La huida por separado de los miembros de la iglesia había destruido la poca fe que quedaba en el corazón de Zurei. El horrendo espectáculo de Ciudad Cristal parecía una película salida de la mente más enferma que uno se hubiera podido imaginar. A su alrededor se disparaban armas, salían órganos humanos volando en pedacitos, la gente atacaba con cuchillos, machetes y todo lo que les viniera en mente, sin lograr disminuir el numero de muertos vivientes, y cediendo ante la terrible fuerza de estos seres. Los cadáveres, aun los que estaban casi en los puros huesos, disponían de una asombrosa fuerza para arrancar fácilmente las extremidades a los hombres que intentaban forcejear contra ellos, así que era inútil enfrentarlos con la fuerza física. Ella intuyó que, esto apoyaba su teoría de que los zombis eran originados por demonios que habían tomado posesión de todos los cuerpos muertos que pudieron encontrar en el momento en que Dios se llevó a sus seguidores al cielo.

Ella se sentía tonta.

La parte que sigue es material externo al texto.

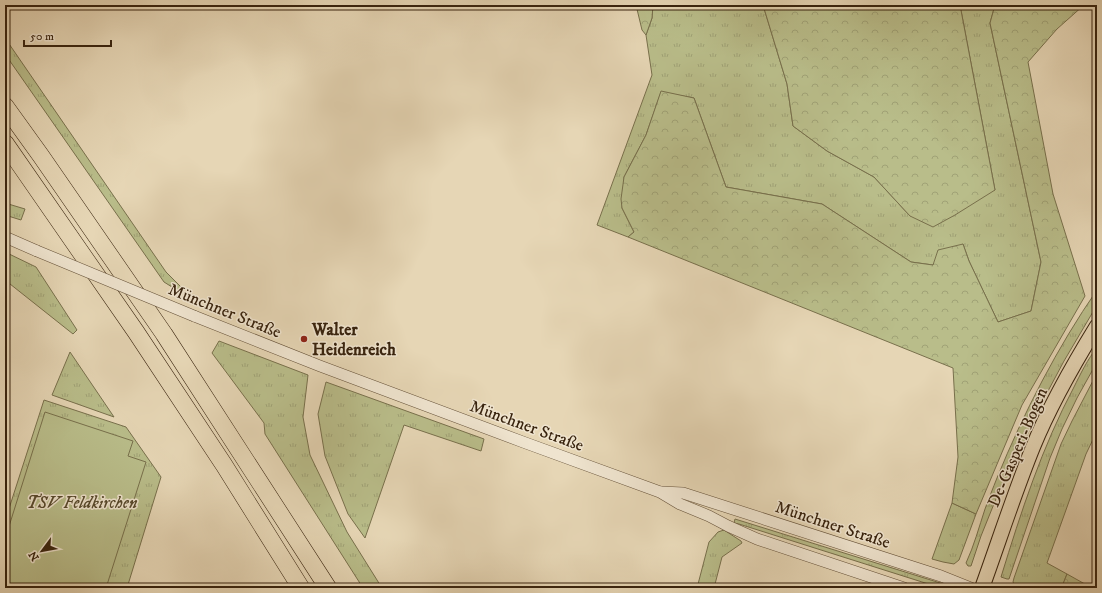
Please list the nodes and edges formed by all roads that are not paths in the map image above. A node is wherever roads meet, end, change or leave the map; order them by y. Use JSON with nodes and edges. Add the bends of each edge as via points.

Había desperdiciado la oportuni-dad de perderse de esta masacre, y de vivir una vida de paz y gozo que podría haber estado disfrutando con el Señor en aquel momento. Rechazar al Señor Jesús esa noche había sido la peor decisión de su vida. Sin embargo, ya no le quedaba fe alguna en que, aunque entregara su vida al Señor, la pesadilla se volviera más tolerable.

Zurei no sabía a donde ir. Por un lado, estaba muy preocupada por su madre, que seguramente estaría en casa viendo televisión. Si como había sugerido el pastor Adams, esta catástrofe estaba ocurriendo en todo el mundo, seguramente ella habría visto ya las noticias y se quedaría a salvo en casa, hasta que todo pasara. Por el otro lado estaba su papá, que a esas horas de la noche seguramente ya habría comenzado su turno como guardia de seguridad en el acuario de Ciudad Cristal. Fuera de eso, era una suerte no tener amigos ni otros familiares por quienes preocuparse. Ella creía lo que el pastor Adams había dicho sobre la amenaza de los zombis, pero se negaba a creer que un Dios benévolo pudiera ser causante de tal masacre. Definitivamente aquello tenía que ser obra del Diablo, y de nadie más.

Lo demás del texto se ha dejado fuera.